Stored entries:
◆ ◆ ◆ ◆
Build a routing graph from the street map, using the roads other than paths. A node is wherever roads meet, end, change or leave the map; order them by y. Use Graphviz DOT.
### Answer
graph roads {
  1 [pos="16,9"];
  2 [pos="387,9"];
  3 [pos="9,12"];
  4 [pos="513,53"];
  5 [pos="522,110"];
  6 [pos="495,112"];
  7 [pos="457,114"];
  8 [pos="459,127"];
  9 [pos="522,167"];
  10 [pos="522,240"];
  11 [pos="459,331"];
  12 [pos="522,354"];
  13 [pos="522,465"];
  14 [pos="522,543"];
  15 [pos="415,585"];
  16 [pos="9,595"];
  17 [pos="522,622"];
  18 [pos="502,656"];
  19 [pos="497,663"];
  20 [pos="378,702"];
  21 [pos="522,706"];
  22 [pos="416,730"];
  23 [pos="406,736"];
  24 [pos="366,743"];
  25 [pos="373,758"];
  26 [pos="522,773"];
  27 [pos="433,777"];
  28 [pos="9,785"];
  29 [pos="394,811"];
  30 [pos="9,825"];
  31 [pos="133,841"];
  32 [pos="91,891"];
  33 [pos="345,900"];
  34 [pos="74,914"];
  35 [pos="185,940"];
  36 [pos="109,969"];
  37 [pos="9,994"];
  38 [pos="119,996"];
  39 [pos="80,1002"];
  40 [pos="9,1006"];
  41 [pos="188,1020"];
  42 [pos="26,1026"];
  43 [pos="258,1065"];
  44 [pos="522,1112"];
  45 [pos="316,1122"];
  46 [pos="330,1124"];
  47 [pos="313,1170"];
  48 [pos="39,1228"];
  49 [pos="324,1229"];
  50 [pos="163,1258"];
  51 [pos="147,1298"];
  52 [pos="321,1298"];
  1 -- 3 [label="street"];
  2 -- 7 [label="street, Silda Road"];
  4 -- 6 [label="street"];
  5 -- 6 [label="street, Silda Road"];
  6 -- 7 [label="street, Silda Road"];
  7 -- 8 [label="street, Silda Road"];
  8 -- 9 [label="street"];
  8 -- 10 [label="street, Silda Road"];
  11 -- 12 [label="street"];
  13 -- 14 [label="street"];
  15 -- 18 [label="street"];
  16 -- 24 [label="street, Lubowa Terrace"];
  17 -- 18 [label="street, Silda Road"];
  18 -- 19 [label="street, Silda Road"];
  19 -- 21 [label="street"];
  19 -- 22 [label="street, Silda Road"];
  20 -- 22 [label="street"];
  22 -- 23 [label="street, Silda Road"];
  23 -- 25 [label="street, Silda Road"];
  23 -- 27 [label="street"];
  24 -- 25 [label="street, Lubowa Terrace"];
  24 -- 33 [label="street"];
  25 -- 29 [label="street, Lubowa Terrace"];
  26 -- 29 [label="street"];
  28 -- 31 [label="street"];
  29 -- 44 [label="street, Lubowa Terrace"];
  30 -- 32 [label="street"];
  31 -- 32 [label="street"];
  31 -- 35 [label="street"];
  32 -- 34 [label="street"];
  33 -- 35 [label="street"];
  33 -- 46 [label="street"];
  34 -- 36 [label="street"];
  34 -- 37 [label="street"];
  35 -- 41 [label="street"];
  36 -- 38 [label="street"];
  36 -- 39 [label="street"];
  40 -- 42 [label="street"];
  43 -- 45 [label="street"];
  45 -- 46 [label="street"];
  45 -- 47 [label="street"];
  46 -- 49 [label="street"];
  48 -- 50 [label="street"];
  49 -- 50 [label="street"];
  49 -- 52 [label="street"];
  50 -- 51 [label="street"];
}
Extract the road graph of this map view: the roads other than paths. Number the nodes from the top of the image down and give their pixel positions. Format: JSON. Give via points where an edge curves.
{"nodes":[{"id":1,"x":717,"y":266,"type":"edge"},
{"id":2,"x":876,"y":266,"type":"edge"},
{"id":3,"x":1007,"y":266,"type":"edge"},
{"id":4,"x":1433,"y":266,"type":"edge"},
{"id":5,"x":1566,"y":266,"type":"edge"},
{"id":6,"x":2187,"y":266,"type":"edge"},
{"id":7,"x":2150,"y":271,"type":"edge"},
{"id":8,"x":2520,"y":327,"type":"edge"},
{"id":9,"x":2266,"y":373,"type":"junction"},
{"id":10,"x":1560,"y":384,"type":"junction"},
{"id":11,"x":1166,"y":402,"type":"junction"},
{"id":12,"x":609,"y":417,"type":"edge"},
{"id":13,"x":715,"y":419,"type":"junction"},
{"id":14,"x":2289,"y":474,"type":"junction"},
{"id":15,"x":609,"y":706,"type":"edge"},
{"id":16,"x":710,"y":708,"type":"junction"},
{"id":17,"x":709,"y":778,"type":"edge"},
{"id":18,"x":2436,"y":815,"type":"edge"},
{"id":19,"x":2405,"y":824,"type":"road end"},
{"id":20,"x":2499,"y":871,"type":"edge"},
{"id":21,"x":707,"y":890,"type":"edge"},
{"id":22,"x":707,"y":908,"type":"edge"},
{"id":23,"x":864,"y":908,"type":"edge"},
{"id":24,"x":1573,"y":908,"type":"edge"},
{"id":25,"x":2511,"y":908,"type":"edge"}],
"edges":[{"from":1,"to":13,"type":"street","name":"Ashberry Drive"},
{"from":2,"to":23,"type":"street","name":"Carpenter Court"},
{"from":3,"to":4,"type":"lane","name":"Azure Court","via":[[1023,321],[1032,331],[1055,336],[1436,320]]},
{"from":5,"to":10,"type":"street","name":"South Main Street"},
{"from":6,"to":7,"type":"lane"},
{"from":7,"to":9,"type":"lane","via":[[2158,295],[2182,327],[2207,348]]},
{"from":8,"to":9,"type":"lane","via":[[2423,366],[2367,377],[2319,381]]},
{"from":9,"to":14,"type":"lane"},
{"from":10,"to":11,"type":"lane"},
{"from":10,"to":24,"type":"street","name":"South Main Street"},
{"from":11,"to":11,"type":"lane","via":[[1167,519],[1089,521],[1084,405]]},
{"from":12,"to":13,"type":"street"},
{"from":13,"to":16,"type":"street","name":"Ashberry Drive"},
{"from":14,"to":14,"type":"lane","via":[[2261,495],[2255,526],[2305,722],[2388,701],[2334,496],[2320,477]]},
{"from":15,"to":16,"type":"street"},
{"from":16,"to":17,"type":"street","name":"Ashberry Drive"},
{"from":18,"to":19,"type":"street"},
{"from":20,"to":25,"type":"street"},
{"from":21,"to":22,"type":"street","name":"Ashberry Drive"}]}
◆ ◆ ◆ ◆
TASK OBJECTIVE:
Make a copy of each line in the records that has the word "Main".

EXPECTED OUTPUT:
{"from":5,"to":10,"type":"street","name":"South Main Street"},
{"from":10,"to":24,"type":"street","name":"South Main Street"},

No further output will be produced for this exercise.